El presidente Trump ha hablado de estas atrocidades y prometió que Estados Unidos no tolerará la persecución de inocentes.
El Sudán de al-Burhan camina por el mismo camino. Hoy, son cristianos y civiles sudaneses. Mañana, si el proyecto de Irán continúa, podrían ser israelíes, judíos y occidentales en la cuenca del Mar Rojo. La misma ideología que quema iglesias en África sueña con quemar sinagogas en Jerusalén.
Sin Socio para la Paz, Sin Regreso a Abraham
Israel ha extendido su mano anteriormente a través de los Acuerdos de Abraham, a través de la esperanza de una nueva era con el mundo árabe. Pero Sudán bajo al-Burhan no puede unirse a esa familia de paz. ¿Cómo puede un régimen que se alía con Hezbolá, Teherán y la Hermandad Musulmana, que bombardea a su propia gente, que desafía cada propuesta estadounidense de paz, ser alguna vez un socio para la normalización?
El camino de regreso a la paz en Sudán y a cualquier futura asociación con Israel comienza con un acto: la remoción de Abdel Fattah al-Burhan del poder.
Hasta ese día, Sudán seguirá siendo no un puente de paz sino una fortaleza de odio, dirigida por islamistas que ven a Israel como su próximo enemigo.
Jerusalén debe actuar ahora, advirtiendo a sus aliados, fortaleciendo las patrullas navieras e instando a Washington a cortar toda línea de vida con la junta de Jartum.
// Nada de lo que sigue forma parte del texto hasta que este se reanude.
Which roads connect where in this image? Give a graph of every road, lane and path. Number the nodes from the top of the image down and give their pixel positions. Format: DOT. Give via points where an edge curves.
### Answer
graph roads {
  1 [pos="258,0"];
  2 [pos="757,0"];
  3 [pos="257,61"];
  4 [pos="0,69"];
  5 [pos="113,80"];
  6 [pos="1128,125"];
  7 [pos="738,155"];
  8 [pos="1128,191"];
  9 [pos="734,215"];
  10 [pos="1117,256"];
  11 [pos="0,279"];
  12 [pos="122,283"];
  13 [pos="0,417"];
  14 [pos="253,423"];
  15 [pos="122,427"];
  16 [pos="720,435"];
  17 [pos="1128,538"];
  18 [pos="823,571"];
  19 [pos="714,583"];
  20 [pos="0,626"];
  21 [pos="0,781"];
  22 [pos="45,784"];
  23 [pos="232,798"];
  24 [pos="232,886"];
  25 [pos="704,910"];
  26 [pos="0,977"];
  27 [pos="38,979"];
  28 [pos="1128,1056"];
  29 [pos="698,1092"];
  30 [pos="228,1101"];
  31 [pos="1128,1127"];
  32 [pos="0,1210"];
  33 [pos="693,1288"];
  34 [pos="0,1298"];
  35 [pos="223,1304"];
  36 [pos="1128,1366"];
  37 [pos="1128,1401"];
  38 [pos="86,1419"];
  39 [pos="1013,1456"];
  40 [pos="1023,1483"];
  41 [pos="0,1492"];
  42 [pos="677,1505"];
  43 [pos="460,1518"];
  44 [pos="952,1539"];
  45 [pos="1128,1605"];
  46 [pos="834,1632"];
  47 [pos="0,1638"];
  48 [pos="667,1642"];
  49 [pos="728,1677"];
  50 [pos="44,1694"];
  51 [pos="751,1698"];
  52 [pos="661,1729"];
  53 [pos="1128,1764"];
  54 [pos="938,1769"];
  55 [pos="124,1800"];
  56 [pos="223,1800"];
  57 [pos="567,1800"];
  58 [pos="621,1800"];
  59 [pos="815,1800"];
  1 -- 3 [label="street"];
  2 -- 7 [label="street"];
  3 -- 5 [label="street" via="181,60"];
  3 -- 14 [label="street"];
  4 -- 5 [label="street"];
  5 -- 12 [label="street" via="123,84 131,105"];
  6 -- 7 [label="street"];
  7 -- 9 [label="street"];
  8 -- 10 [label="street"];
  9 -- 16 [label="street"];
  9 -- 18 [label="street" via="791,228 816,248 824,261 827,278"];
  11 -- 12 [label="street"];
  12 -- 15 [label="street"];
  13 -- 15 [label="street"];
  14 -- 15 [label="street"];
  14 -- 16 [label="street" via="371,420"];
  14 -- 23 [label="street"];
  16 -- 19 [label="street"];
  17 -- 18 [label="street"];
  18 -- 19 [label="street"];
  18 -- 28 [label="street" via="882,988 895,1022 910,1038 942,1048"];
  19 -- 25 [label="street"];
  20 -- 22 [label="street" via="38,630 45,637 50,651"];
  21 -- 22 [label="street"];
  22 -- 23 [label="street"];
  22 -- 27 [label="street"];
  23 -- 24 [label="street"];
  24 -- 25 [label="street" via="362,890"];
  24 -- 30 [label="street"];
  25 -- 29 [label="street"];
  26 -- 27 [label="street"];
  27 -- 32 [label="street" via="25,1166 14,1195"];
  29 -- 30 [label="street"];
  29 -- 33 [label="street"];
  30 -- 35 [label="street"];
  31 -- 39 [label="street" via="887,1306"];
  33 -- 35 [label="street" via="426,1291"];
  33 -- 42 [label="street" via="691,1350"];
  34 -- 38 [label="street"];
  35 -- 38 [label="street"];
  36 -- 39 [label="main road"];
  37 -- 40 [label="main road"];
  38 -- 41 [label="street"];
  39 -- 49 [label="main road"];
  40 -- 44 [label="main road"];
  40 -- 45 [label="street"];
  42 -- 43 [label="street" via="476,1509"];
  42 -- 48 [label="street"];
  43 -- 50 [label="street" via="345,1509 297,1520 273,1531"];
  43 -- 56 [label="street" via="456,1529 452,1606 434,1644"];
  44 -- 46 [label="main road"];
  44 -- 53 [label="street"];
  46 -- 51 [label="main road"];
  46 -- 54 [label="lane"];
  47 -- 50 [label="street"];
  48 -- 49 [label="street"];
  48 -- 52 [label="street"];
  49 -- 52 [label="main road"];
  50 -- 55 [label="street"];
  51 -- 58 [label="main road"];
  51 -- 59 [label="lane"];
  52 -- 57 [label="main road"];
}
Israel debe hablar con la claridad que otros han perdido: aquellos que eligen a Irán, Hezbolá y la Hermandad no pueden elegir la paz.
El error del mundo desde Líbano hasta Nigeria siempre ha sido creer que aquellos que matan a los suyos se detendrán en las fronteras. Nunca lo hacen. Al-Burhan ya ha puesto a prueba la paciencia del mundo. Desafió al Cuarteto, rechazó cada alto el fuego y se alineó con Teherán. Su próximo desafío podría ser a expensas de Israel.
Si Occidente no actúa, Israel debe liderar. Porque en esta nueva guerra de sombras, la primera línea de defensa para la civilización comienza en las costas del Mar Rojo.
Natalia Cuadros es una periodista de investigación española e investigadora en asuntos internacionales y geopolíticos.